┌─ Records for this exercise

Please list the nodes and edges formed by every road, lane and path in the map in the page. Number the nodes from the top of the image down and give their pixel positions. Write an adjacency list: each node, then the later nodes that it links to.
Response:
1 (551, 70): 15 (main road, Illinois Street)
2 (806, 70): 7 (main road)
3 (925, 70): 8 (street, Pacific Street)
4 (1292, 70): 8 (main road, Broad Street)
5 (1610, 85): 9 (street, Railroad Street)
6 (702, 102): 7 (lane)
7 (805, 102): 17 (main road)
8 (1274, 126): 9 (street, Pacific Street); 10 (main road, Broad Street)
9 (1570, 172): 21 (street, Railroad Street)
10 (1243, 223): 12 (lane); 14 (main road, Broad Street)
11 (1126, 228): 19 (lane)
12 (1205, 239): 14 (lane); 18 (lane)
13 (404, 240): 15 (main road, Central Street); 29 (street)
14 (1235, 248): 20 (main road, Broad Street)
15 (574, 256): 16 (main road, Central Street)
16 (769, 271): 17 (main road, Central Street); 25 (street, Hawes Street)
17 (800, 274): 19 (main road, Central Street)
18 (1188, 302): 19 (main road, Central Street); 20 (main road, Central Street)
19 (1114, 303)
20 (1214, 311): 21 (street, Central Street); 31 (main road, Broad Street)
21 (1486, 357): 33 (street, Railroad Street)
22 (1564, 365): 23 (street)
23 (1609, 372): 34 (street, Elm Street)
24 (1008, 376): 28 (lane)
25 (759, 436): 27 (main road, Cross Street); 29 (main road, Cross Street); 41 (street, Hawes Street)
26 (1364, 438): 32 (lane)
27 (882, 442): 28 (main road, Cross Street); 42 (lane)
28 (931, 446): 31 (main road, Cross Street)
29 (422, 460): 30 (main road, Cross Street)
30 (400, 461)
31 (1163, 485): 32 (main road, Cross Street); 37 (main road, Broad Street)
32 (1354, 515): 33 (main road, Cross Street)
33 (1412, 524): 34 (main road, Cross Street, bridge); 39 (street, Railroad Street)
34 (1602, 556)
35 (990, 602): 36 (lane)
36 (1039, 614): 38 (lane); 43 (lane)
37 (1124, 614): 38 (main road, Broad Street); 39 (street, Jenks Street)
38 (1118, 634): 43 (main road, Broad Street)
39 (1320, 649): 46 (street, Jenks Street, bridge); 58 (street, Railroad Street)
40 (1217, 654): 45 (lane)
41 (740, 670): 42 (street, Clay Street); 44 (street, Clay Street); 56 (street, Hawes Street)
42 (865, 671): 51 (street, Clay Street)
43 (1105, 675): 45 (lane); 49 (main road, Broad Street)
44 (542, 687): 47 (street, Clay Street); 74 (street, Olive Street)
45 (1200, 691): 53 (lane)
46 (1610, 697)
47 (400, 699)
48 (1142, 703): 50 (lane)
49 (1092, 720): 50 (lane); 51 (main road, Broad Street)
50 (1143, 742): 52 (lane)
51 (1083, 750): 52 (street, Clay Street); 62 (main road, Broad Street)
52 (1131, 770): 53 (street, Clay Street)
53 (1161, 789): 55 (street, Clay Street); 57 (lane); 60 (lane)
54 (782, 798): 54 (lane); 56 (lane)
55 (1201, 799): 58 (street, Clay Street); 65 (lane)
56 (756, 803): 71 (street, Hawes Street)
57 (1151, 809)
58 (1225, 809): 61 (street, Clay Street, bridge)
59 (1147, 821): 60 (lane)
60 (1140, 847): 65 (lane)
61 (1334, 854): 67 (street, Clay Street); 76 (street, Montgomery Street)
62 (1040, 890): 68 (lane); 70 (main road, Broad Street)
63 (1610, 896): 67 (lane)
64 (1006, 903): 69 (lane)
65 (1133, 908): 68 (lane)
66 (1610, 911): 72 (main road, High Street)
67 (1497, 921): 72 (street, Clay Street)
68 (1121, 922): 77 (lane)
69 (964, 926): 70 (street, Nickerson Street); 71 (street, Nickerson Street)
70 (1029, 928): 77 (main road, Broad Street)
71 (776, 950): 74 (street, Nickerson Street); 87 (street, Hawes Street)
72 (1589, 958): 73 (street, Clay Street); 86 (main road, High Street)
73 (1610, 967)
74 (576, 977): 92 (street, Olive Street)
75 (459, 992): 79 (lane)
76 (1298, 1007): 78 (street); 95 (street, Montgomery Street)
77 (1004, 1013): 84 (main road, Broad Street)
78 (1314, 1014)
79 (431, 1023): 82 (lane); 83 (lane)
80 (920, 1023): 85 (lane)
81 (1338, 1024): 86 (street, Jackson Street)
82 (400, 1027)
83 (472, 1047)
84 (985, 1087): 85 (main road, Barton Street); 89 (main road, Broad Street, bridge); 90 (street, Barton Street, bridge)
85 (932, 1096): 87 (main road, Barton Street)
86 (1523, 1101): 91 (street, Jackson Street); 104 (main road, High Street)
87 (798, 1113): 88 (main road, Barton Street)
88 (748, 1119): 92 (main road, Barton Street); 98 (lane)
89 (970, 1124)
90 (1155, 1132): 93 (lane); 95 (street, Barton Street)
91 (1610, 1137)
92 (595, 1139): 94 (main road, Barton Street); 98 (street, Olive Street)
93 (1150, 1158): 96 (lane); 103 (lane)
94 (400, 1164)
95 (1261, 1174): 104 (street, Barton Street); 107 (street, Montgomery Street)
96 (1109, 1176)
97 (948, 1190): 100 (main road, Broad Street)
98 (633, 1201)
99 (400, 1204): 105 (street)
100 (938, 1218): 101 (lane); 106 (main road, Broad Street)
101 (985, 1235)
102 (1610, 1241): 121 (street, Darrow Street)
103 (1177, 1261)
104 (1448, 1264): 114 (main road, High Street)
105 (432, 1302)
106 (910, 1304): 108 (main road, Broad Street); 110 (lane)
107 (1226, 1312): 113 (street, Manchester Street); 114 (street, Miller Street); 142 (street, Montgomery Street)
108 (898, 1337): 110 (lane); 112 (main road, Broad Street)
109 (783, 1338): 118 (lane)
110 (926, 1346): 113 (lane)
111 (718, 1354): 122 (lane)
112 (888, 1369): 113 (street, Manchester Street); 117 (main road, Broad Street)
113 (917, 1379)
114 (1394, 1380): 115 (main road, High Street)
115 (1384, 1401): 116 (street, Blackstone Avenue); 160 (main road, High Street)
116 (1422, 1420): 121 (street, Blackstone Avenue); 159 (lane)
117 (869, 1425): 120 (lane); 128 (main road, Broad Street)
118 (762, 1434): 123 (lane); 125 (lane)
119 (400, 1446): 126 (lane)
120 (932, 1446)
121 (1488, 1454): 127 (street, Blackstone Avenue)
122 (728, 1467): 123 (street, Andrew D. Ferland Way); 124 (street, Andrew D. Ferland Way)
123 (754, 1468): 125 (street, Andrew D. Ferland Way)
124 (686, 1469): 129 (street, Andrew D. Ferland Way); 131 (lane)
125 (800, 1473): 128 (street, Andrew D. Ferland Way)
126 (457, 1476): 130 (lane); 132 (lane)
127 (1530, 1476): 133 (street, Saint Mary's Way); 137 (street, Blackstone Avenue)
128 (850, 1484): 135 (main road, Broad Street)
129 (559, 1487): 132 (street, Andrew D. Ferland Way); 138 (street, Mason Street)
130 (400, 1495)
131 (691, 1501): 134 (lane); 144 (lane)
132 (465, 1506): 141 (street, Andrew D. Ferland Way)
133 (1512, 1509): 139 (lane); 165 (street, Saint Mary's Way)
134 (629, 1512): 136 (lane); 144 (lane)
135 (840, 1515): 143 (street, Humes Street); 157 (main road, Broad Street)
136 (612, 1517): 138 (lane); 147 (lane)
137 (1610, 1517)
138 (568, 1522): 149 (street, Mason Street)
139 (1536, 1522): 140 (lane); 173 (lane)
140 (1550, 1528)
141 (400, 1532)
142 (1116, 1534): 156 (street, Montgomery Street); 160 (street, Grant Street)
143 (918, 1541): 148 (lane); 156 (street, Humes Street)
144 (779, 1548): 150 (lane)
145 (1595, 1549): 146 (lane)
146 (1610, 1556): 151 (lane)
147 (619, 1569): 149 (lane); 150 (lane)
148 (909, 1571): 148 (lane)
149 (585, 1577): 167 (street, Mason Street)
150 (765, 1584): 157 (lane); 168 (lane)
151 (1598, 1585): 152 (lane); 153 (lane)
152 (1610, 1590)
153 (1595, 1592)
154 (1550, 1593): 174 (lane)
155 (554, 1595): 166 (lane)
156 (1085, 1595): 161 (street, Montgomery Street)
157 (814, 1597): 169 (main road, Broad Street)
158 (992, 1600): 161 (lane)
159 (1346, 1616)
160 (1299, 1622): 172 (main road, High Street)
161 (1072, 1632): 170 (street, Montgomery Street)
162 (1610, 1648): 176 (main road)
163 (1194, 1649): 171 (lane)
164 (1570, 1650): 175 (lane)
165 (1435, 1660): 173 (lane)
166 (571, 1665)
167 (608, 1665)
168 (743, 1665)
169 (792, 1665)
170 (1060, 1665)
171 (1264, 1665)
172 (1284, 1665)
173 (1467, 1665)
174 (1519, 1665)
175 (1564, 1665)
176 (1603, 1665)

└─

> **Exercise aim**: Only the number is wanted: how many lines in the data include the string "Jackson"?

> **Solution to this exercise**: 2